その姿を目で追いながら、シマは独り言の様に呟く。
「たとえば、空白時間の記憶を、データとコンピューターが埋めたとして、それはつじつまが合うように作られた、AIとしての記録になるのか、それとも人間の希望的観測がつくった、幻体としての記憶になるのか……」
「さあ、私にはそれを判別する事はできません」
シマの言葉を聞いたフォセッタは曖昧に笑う。
「そうだったな」
その曖昧な微笑みに、苦笑いを返しながら、シマは風鈴の使い方と、情緒について、熱心に説明するキョウを眺めた。
彼の手元で揺れる古風な硝子風鈴には、黒猫の絵付けが、今風のデザインで施されている。
――人間の居ないオケアノスの中で、硝子風鈴のどこか懐かしい音が、ちりん、と響いた。
アニメ序盤のちょっと学園ホラーミステリーな雰囲気も好きです。
(特にコンビに前のキョウ、カミナギ、トミガイのシーン)
本編の前半は(2周めだとはっきり分かりますが)元セレブラントなキョウが記憶をなくして
普通の高校生をしている状態ですが、じゃあセレブラントな生徒会メンバーが、同じ立場になったら
彼らは、どうするんだろう。

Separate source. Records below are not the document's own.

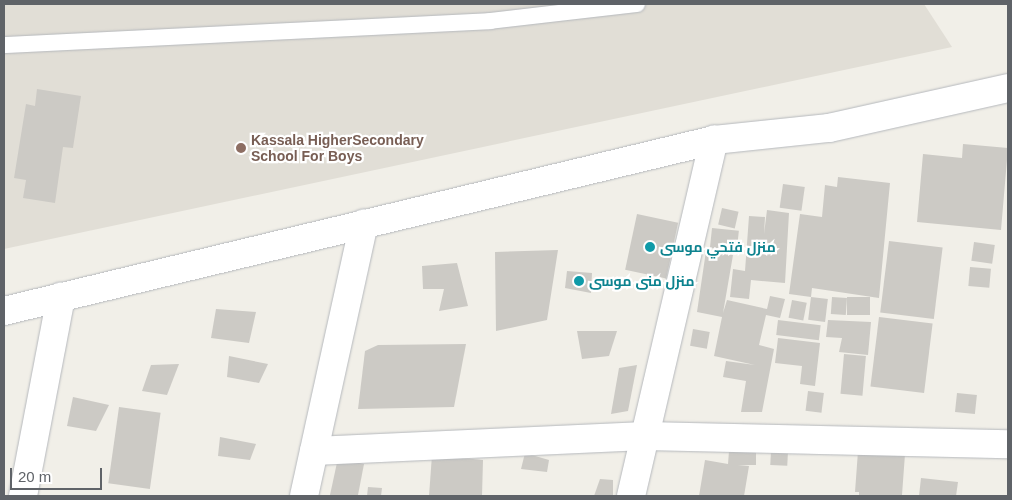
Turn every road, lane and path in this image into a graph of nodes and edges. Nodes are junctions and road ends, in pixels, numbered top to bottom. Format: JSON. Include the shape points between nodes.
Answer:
{"nodes":[{"id":1,"x":637,"y":4,"type":"edge"},
{"id":2,"x":4,"y":45,"type":"edge"},
{"id":3,"x":1008,"y":88,"type":"edge"},
{"id":4,"x":714,"y":140,"type":"junction"},
{"id":5,"x":364,"y":224,"type":"junction"},
{"id":6,"x":61,"y":297,"type":"junction"},
{"id":7,"x":4,"y":311,"type":"edge"},
{"id":8,"x":645,"y":436,"type":"junction"},
{"id":9,"x":1008,"y":444,"type":"edge"},
{"id":10,"x":314,"y":451,"type":"junction"},
{"id":11,"x":23,"y":496,"type":"edge"},
{"id":12,"x":304,"y":496,"type":"edge"},
{"id":13,"x":631,"y":496,"type":"edge"}],
"edges":[{"from":1,"to":2,"type":"lane","via":[[490,21]]},
{"from":3,"to":4,"type":"street","via":[[829,128]]},
{"from":4,"to":5,"type":"street"},
{"from":4,"to":8,"type":"street"},
{"from":5,"to":6,"type":"street"},
{"from":5,"to":10,"type":"street"},
{"from":6,"to":7,"type":"street"},
{"from":6,"to":11,"type":"street"},
{"from":8,"to":9,"type":"street"},
{"from":8,"to":10,"type":"street"},
{"from":8,"to":13,"type":"street"},
{"from":10,"to":12,"type":"street"}]}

という感じで。
元ネタ、というかベースは森生まさみの『7人目は笑う』という少女マンガ
絵柄と見た目は少女マンガですが、結構真面目にSFで学園ミステリーで面白いので
興味ある方は是非!
司令の肩書きを取っ払った、のほほん生徒会長シマは
何気にキョウ並に手が早いと思う。